In 1929, Pittoni began contributing to the architecture and design magazine Domus, founded by Gio Ponti, with a colour plate of one of her mural panels to be made in fabric inlay. In 1933, she participated in the Fifth Milan Triennial, and the same year she exhibited in Turin at the First National Fashion Exhibition. In 1936, she received the gold medal at the Mostra dell'Artigianato in Milan, and the following year, she won the Grand Prix of the international jury for fabrics and fashion at the Universal Exposition in Paris. In February 1937, her works were shown at the Les femmes artistes d'Europe exhibition, which was devoted solely to works by European women.
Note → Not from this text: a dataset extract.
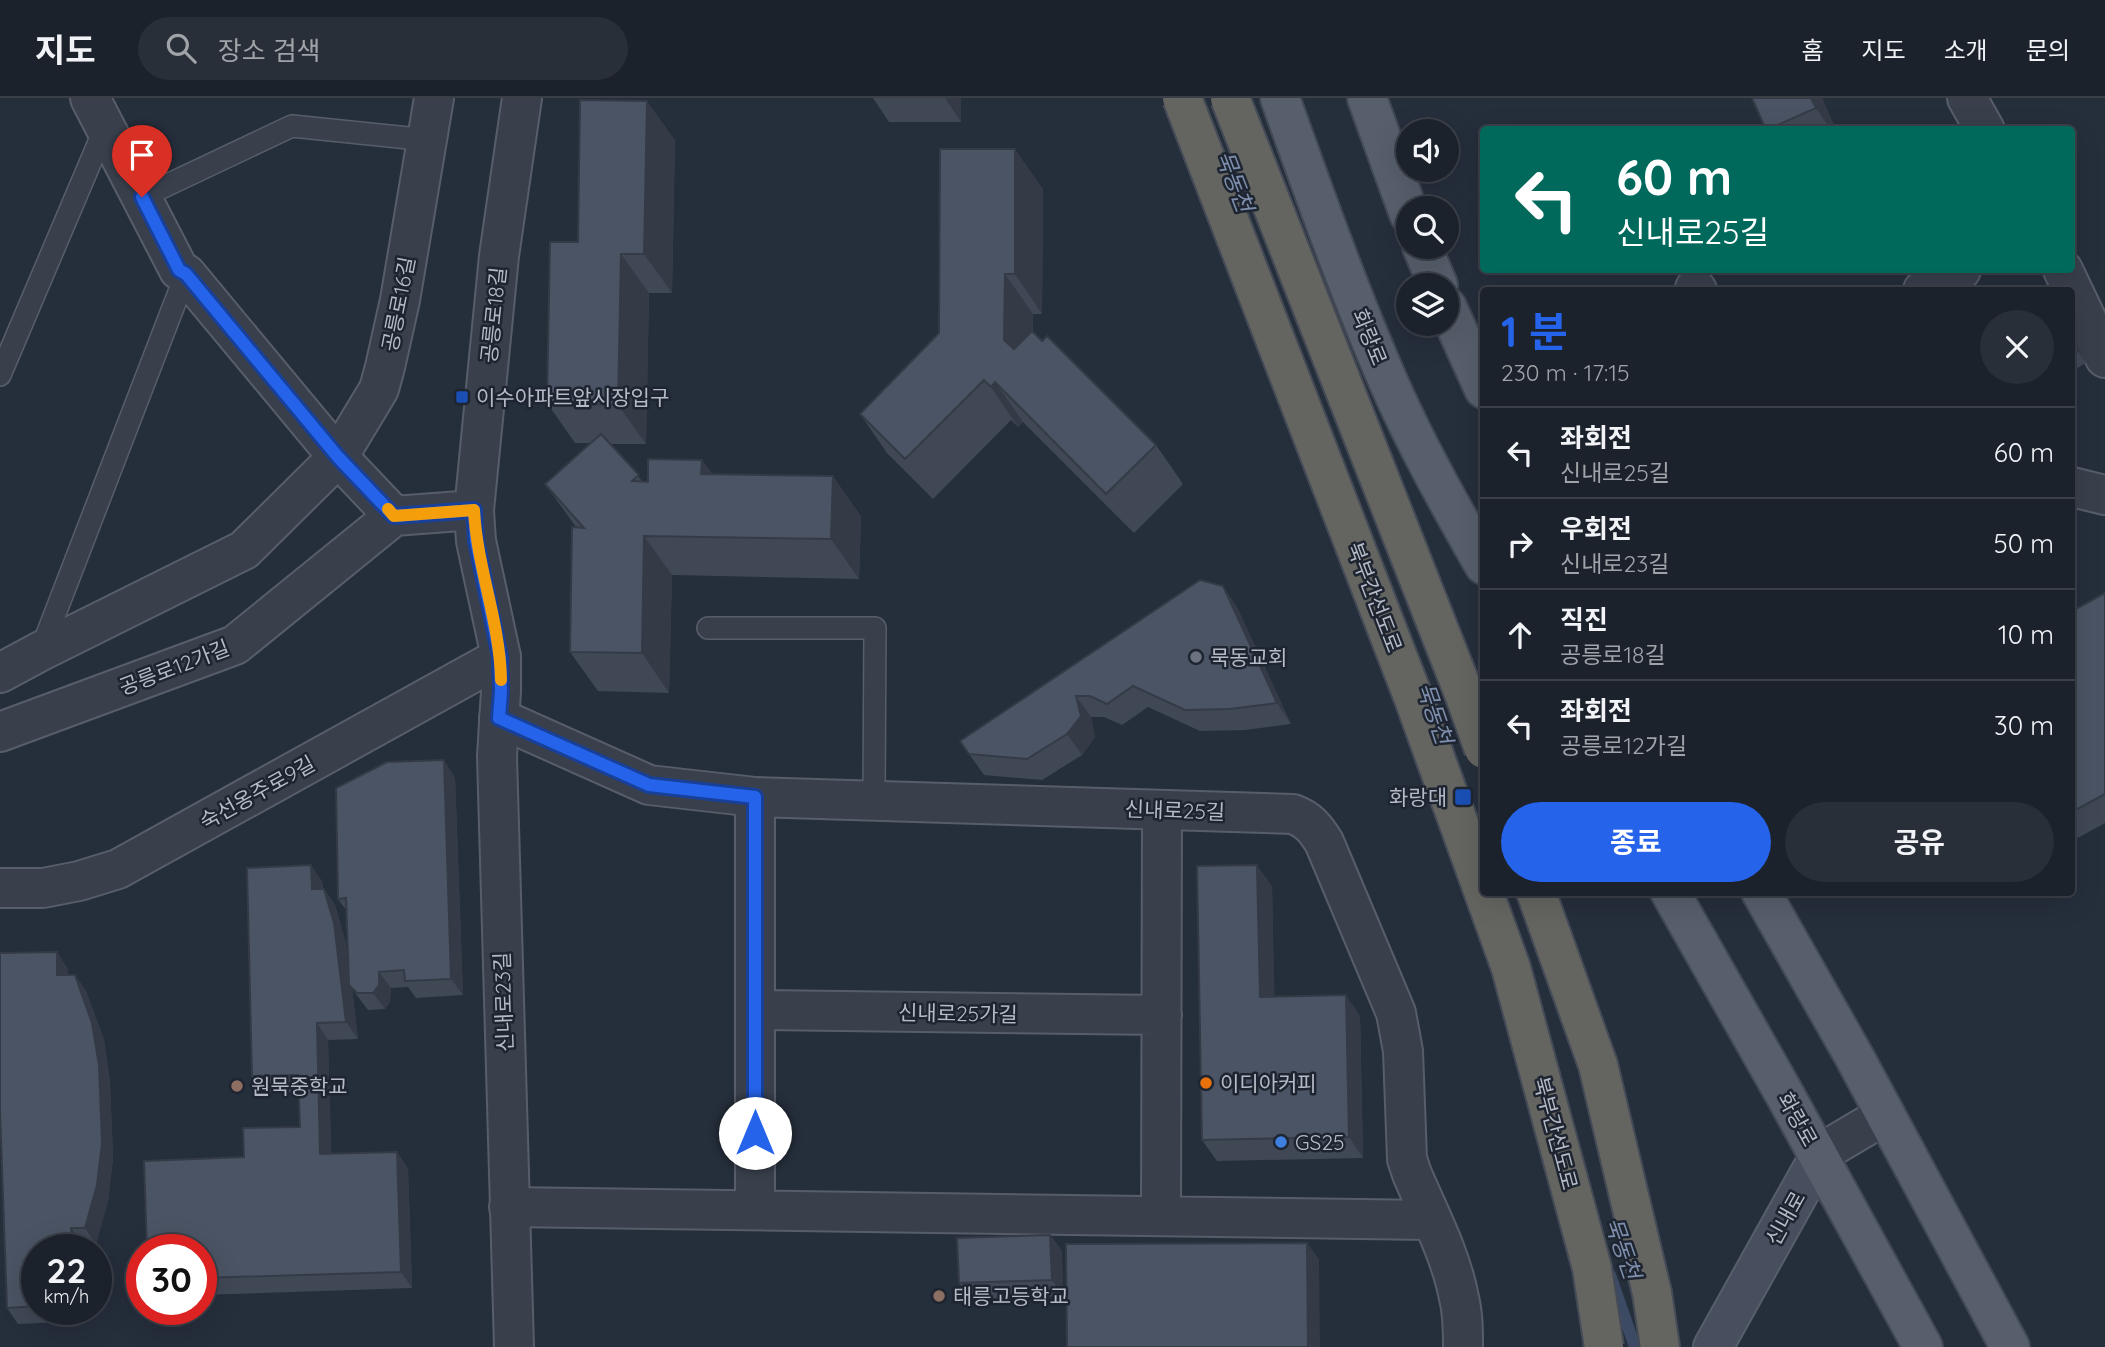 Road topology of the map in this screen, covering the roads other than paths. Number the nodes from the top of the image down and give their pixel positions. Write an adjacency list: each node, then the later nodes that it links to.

She had a solo exhibition in Milan in 1942.

==Workshop==
Pittoni's clothing workshop in Trieste attracted numerous visitors and customers for her work, which is said to be linked by the guiding thread of simplicity of forms, colours, and techniques. Among them was the actress Tatyana Pavlova, who gave Pittoni tickets for every performance while she was in Trieste. In that time, a woman entrepreneur was very unusual but, between 1930 and 1942, Pittoni hired around 90 female workers. Many of these worked from home. Working for Pittoni represented for many a rare opportunity for economic emancipation, but their contracts were very restrictive, protecting Pittoni's intellectual property in terms of the designs and the techniques employed in producing the clothing. The completed pieces had to be delivered on the agreed day and delays meant a fine of 100 lire per day. She hired Lidia Venezian to effectively become the manager of the workshop, although her title was "lead worker", enabling Pittoni to devote herself to designing and training of the workers. She was also often absent from Trieste, giving lessons. After World War II it proved impossible to profitably renew these business activities after outworker legislation changed.

==Publishing==
In 1949, Pittoni opened the publishing house Lo Zibaldone, with support from writers from Trieste, including Giani Stuparich with whom she had become romantically attached in the 1940s, Virgilio Giotti, Umberto Saba, Italo Svevo , and Pier Antonio Quarantotti Gambini. The house's title probably derived from Zibaldone di pensieri, a work by the Italian writer, Giacomo Leopardi. She published work by her sponsors as well as books by other authors who had some connection with the city of Trieste, as well as translated works, with people from the Trieste area being responsible for the translations. A feature of the books she published was the considerable attention paid to their design and aesthetics.

Among the works published were some of her own. Although having started writing in the 1930s, she did not begin to publish until 1936 when two of her short stories appeared in the Venetian weekly Domani. She then contributed to various newspapers, such as La Fiera Letteraria, Il Piccolo, Il Gazzettino, and La Nazione. Her own works that she published included Le stagioni (The Seasons), a collection of prose poems containing her introspective and intimate reflections; Il Passeto (The Passage), a prose poem composed in the Trieste dialect, based on her family memories, particularly of her father; and La Casa Mia (My House), as well as the short story Passeggiata Armata (Armed Walk). Pittoni also inaugurated a literary salon at her home, which was attended by members of the Trieste intellectual class and others who occasionally visited the city. After the death of Stuparich, Pittoni dedicated the Centro di Studi Triestini, which she had founded, to him. This houses archives and historical and bibliographical sources, which provide a theoretical perspective of her work. Financial difficulties forced her to interrupt her publishing activity in 1971, but she continued to write for Il Piccolo.

==Death and legacy==
Pittoni died at the La Maddalena hospital in Trieste on 8 May 1982. She was buried in the Cimitero Monumentale di Sant'Anna in Trieste.

Her diary from 1944 and 1945 was discovered by a bookseller from Trieste and published in 2020. In July 2025 the ITS Arcademy, a contemporary fashion museum based in Trieste, dedicated one of its exhibition spaces to her. The museum described this as an "act of cultural restitution to a woman who shaped the city's creative spirit in the 20th century."